Надежда Николаевна потерла лоб, замерла. Потом, не убирая руку со лба, взглянула на Бокильона.
– То есть вы хотите сказать, что нынешний праздник – это тоже потлач?
– Безусловно.
– Господи, какое варварство! То-то я и смотрю, что все образцовые нации от такого обычая давно отказались.
– Не будьте строгой, Надежда Николаевна. Любой из наших обычаев, любое правило общежития уходит корнями к варварству. Иначе и быть не может. Впрочем, возможно, что на самом деле это и не варварство вовсе, а как раз наоборот.
– Объясните.
– Возможно, это зачатки социализма. Хотя бы на один день власть и общество получают, как говорят индейцы, одно сердце.

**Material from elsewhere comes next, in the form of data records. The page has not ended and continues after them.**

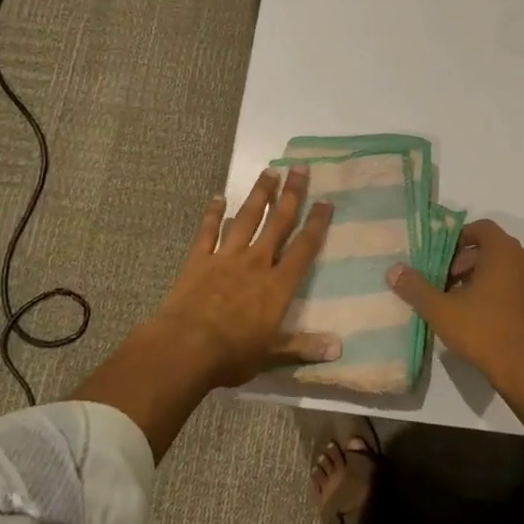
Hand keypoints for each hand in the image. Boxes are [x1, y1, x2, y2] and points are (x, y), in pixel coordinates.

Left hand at [149, 166, 337, 389]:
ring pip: (246, 219)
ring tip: (268, 172)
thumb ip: (303, 346)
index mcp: (277, 285)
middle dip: (291, 195)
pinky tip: (218, 197)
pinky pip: (208, 231)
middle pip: (277, 223)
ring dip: (258, 195)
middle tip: (299, 168)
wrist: (185, 348)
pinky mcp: (198, 260)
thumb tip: (338, 349)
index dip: (316, 224)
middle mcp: (256, 263)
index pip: (304, 248)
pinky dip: (213, 214)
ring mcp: (226, 257)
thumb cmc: (233, 354)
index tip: (325, 201)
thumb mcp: (272, 354)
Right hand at [386, 220, 523, 384]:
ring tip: (464, 303)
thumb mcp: (442, 311)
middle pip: (494, 248)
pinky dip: (504, 291)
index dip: (458, 240)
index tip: (442, 261)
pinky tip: (487, 317)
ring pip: (509, 268)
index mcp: (506, 251)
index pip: (481, 228)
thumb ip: (416, 288)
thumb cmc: (485, 332)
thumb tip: (394, 270)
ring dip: (486, 277)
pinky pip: (522, 286)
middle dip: (468, 262)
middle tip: (449, 285)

Да и желудок у них становится тоже один. Как знать…
Надежда Николаевна наморщила лоб, подумала и сказала:
– Он что, Господом Богом себя возомнил? По мне так это пошлый фарс! Тьфу ты… Князь обезьянский! Тоже мне: накормил пять тысяч народа пятью хлебами и двумя рыбами… Хм… И народ тоже хорош. Поддался первому же искушению дьявола: скажи, чтобы камни сии сделались хлебами. Общими, причем. Вот и весь ваш социализм. Так ведь, неровён час, и половой коммунизм введут. Я читала: ни мужа, ни жены, а все дети общие, как в эру до появления брака. Говорят, у людоедов с Огненной Земли и сейчас так.
Бокильон улыбнулся.
– Дамам свойственно все учения сводить к вопросам брака…
– Николай Константинович!
– …Но насчет пошлого фарса я с вами согласен – продолжил Бокильон. – Действительно, почему только пять тысяч, почему четыреста тысяч, почему не весь народ? Почему в одной Москве? И вообще, почему здоровых людей кормят за просто так? Ведь это развращает пуще воровства у того же народа.
– Но это же подарки…
– Нельзя сделать подарок незнакомому человеку. Это что-то другое.
– Не свят для вас народ, Бокильон, – сказала Надежда Николаевна.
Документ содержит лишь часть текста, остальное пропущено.